Data excerpts
# # #

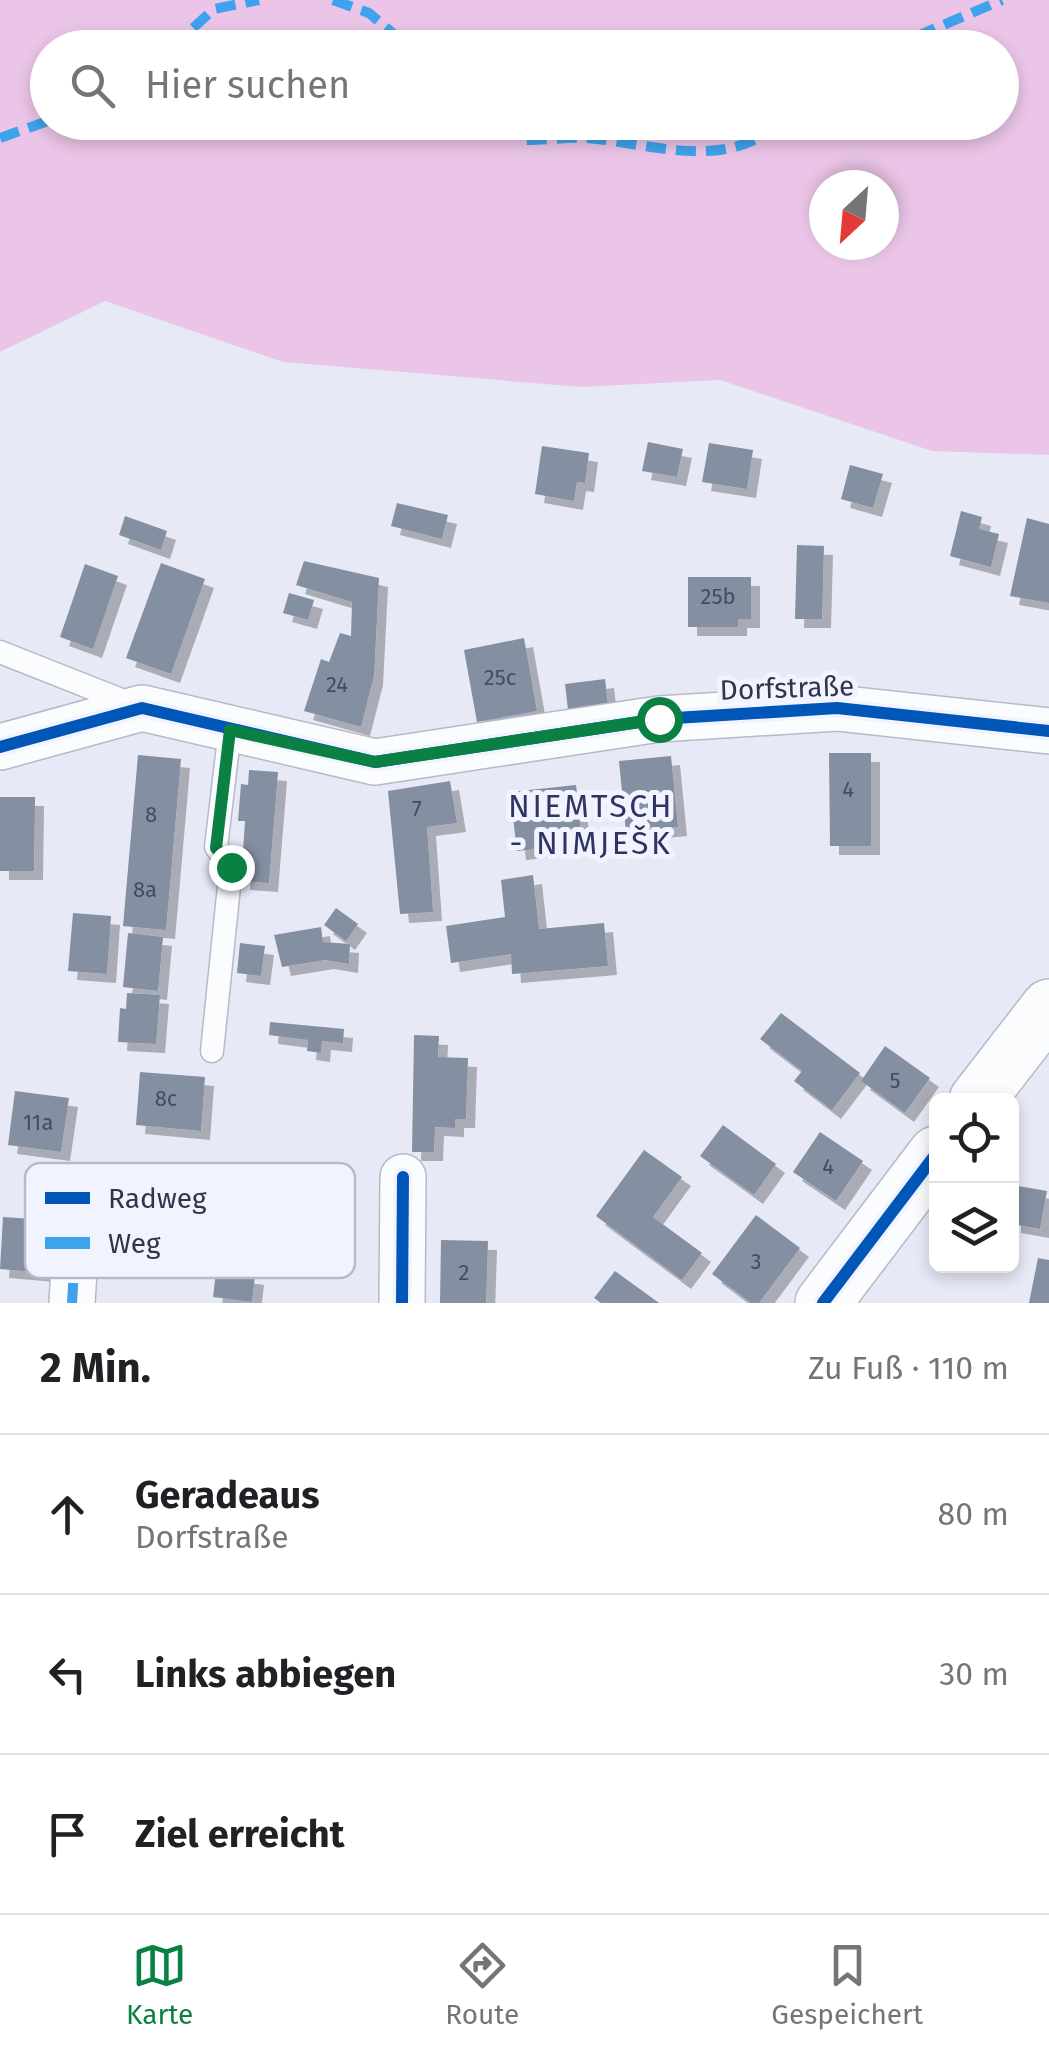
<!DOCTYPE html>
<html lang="de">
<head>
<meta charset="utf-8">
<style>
	:root { --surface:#fff; --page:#f2f2f2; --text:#202124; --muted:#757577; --line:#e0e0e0; --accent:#0b8043 }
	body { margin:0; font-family:"Fira Sans",sans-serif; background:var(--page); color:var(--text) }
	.controls { position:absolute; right:30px; bottom:30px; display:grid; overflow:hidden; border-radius:15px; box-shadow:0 5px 15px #0003 }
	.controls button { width:90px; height:90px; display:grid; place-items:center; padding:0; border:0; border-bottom:2px solid var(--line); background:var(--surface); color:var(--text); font:50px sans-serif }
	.compass { position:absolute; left:809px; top:170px; width:90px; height:90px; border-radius:50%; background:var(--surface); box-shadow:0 5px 15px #0003; rotate:206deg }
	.stop { position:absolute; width:30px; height:30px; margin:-22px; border:8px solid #0b8043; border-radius:50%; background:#fff }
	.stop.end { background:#0b8043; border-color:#fff; box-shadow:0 2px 10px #0008 }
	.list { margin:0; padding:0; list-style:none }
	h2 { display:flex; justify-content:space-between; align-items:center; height:130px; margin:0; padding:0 40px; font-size:42px }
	h2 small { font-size:32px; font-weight:400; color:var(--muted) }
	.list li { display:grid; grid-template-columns:65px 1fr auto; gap:30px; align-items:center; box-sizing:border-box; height:160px; padding:0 40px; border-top:2px solid var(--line) }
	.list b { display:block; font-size:38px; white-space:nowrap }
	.list p { margin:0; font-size:32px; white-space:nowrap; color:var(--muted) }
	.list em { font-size:32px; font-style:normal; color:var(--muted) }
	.icon { flex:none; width:55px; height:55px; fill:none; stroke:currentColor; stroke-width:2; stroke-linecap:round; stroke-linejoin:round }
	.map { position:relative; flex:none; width:1049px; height:1303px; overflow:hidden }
	.search { position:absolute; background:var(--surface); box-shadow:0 5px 15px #0003; left:30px; right:30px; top:30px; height:110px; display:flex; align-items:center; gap:25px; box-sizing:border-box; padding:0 35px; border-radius:55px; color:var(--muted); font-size:38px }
	.sheet { height:610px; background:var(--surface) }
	nav { display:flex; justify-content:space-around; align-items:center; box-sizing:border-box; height:140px; border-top:2px solid var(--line); background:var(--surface); font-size:28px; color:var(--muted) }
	nav a { display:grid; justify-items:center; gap:5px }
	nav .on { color:var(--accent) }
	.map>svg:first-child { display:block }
	.green { fill:#ebc5e7; fill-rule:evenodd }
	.building { fill:#848fa2; filter:url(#shadow) }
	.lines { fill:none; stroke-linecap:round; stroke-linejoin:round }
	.lane-casing { stroke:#b6b9c9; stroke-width:25 }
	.street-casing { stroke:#b6b9c9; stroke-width:48 }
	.secondary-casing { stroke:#b6b9c9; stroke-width:58 }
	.lane { stroke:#fbfcfe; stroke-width:22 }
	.street { stroke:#fbfcfe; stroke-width:45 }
	.secondary { stroke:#fbfcfe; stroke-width:55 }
	.quiet { stroke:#3ea3ec; stroke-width:10; stroke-dasharray:20 10; stroke-linecap:butt }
	.cycleway-casing { stroke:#f1f3ff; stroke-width:19 }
	.cycleway { stroke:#0057b8; stroke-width:12 }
	.route { stroke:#0b8043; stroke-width:12 }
	.labels { text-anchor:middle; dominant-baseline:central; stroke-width:10; stroke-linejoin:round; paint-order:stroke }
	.number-label { font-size:22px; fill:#464b61 }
	.street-label { font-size:28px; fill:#31344b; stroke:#f1f3ff }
	.quarter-label { font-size:32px; letter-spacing:2.5px; fill:#303462; stroke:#f1f3ff }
	.key { fill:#f1f3ff; stroke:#b7bac9; stroke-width:2.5 }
	.key-label { font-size:28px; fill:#31344b }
</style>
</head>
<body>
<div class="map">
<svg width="1049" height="1303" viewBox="0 0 1049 1303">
	<defs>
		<filter id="shadow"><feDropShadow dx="9" dy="9" stdDeviation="0" flood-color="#0004"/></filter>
	</defs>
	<rect width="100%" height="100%" fill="#e7e9f7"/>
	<path class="green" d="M0 0H1049V455L932 451 720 380 581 387 283 362 105 301 0 352ZM48 48H1002V122H48ZM824 185H884V245H824Z"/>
	<g class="building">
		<path d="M648 442 683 449 677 477 642 471Z"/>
		<path d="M709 443 753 450 747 489 702 482Z"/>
		<path d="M542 446 589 453 585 483 577 482 574 501 535 494Z"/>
		<path d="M850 465 883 474 873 508 841 499Z"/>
		<path d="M397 503 448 515 442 539 391 526Z"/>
		<path d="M961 511 982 517 979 529 999 534 991 567 950 556Z"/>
		<path d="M125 516 167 531 161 550 119 535Z"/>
		<path d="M1027 518 1049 524V603L1010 596Z"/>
		<path d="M797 545 824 546 822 619H795Z"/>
		<path d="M304 561 379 578 374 676 361 727 304 711 321 659 329 662 340 633 351 636 352 602 296 585Z"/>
		<path d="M161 563 205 579 171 674 126 658Z"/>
		<path d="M85 564 118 576 93 649 60 637Z"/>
		<path d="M688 577H751V619H738V627H688Z"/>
		<path d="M289 593 314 600 308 620 283 613Z"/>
		<path d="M524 638 537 711 477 722 464 650Z"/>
		<path d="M605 679 608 704 568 710 565 684Z"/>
		<path d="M829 753H871V846H830Z"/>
		<path d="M138 755 181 759 166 930 123 926Z"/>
		<path d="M671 756 678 827 626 832 619 761Z"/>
		<path d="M249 770 278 772 269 883 241 881 245 821H238L241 784 248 785Z"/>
		<path d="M450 781 457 823 427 827 433 912 400 914 388 791Z"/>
		<path d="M576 785 582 844 517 851 510 792Z"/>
		<path d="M0 797H35L34 871H0Z"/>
		<path d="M533 875 539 929 604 923 608 966 512 974 511 954 451 963 446 926 505 917 501 880Z"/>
		<path d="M336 908 358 924 346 941 324 925Z"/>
		<path d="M73 913 111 916 107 974 68 971Z"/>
		<path d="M321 927 323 942 350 944 349 964 325 960 282 967 274 935Z"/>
		<path d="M128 933 163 937 158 991 123 987Z"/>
		<path d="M240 943 265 946 261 976 237 973Z"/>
		<path d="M127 993 160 995 156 1044 118 1042 120 1008 126 1009Z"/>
		<path d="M781 1013 860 1073 832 1110 794 1081 802 1071 760 1039Z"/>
		<path d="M270 1022 344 1029 343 1043 322 1041 321 1053 307 1051 308 1040 269 1035Z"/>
		<path d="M414 1035 439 1036 438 1057 468 1058 466 1119H455V1128L435 1127 434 1152H412Z"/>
		<path d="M885 1046 930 1078 905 1113 861 1081Z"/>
		<path d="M140 1072 205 1077 201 1131 136 1125Z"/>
		<path d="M15 1091 69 1098 61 1152 8 1145Z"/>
		<path d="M723 1125 776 1164 754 1195 700 1156Z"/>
		<path d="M820 1132 863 1161 836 1201 793 1172Z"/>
		<path d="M644 1150 682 1177 653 1217 702 1253 682 1280 596 1216Z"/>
		<path d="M1012 1185 1047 1191 1040 1229 1012 1224Z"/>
		<path d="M756 1215 800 1248 759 1303H751L712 1274Z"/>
		<path d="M3 1217 62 1221 58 1274 0 1269Z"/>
		<path d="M441 1240 488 1241 486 1303H440Z"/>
		<path d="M1038 1258 1049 1260V1303H1029Z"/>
		<path d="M216 1271 255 1276 252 1302 213 1297Z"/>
		<path d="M615 1271 659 1303H601L594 1298Z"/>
	</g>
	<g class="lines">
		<g class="lane-casing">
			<g id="lane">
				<path d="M0 652 134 705"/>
				<path d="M212 1051 231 867 216 847 230 730"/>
			</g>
		</g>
		<g class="street-casing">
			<g id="street">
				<path d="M0 747 142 708 375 762 659 719 837 708 1049 731"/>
				<path d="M72 1303 79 1187"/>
				<path d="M402 1303 403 1177"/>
			</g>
		</g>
		<g class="secondary-casing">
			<g id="secondary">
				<path d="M977 1100 1049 1007"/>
				<path d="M823 1303 936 1154"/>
			</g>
		</g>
		<use href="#lane" class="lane"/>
		<use href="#street" class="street"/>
		<use href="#secondary" class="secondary"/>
		<g class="quiet">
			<path d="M333 0 369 13 410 48"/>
			<path d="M171 48 214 9 259 0"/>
			<path d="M889 48 1002 0"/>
			<path d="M503 122 526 140C546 140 568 137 588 138 654 144 726 172 781 122"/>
			<path d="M0 138 48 121"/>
			<path d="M72 1303 79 1187"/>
		</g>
		<g class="cycleway-casing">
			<g id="cycleway">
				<path d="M0 747 142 708 375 762 659 719 837 708 1049 731"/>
				<path d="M402 1303 403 1177"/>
				<path d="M823 1303 936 1154"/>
			</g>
		</g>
		<use href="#cycleway" class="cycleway"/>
	</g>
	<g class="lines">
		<path class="route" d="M231 867 216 848 230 730 375 762 659 719"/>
	</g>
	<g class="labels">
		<g class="number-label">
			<text x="718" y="596">25b</text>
			<text x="500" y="677">25c</text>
			<text x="337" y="684">24</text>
			<text x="848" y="789">4</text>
			<text x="417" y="808">7</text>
			<text x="151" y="814">8</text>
			<text x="145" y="889">8a</text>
			<text x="895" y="1080">5</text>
			<text x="166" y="1098">8c</text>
			<text x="38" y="1122">11a</text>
			<text x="828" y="1166">4</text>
			<text x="756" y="1261">3</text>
			<text x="464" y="1272">2</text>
		</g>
		<g class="street-label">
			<text transform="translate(787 688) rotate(-2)">Dorfstraße</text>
		</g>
		<g class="quarter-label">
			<text x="591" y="806">NIEMTSCH<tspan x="591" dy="37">- NIMJEŠK</tspan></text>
		</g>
	</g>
	<rect x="25" y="1163" width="330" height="115" rx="15" class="key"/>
	<rect x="45" y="1192" width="45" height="12" fill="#0057b8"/>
	<rect x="45" y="1237" width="45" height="12" fill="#3ea3ec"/>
	<g class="key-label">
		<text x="108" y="1208">Radweg</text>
		<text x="108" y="1253">Weg</text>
	</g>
</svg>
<div class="controls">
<button><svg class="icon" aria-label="locate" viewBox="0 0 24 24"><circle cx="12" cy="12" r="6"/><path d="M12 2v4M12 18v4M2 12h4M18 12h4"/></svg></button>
<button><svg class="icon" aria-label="layers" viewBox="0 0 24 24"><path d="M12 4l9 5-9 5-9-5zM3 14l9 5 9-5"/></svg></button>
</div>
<svg class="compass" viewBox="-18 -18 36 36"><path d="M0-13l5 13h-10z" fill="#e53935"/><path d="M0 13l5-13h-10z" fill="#757577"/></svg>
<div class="stop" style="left:659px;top:719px"></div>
<div class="stop end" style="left:231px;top:867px"></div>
<div class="search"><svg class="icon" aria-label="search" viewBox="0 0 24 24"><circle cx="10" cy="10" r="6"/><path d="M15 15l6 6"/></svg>Hier suchen</div>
</div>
<section class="sheet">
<h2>2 Min.<small>Zu Fuß · 110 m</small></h2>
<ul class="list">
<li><svg class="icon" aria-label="ahead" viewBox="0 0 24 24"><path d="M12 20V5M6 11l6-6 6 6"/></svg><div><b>Geradeaus</b><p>Dorfstraße</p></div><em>80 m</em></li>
<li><svg class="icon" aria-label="left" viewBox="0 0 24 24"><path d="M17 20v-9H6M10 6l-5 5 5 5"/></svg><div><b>Links abbiegen</b></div><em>30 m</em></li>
<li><svg class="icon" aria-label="arrive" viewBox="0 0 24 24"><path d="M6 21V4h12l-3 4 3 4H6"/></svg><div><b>Ziel erreicht</b></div></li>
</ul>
</section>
<nav>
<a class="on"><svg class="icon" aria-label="map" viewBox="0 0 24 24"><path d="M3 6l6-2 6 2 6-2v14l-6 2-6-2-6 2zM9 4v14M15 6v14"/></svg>Karte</a>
<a><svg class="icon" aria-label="directions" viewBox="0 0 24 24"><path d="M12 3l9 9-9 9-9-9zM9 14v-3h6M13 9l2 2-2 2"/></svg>Route</a>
<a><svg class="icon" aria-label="saved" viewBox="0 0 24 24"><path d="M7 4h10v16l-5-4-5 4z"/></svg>Gespeichert</a>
</nav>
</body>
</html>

# # #

- [TASK BRIEF] Lines with "white": find them in the data and copy each one.

- [REPLY TO THE TASK]
	.list b { display:block; font-size:38px; white-space:nowrap }
	.list p { margin:0; font-size:32px; white-space:nowrap; color:var(--muted) }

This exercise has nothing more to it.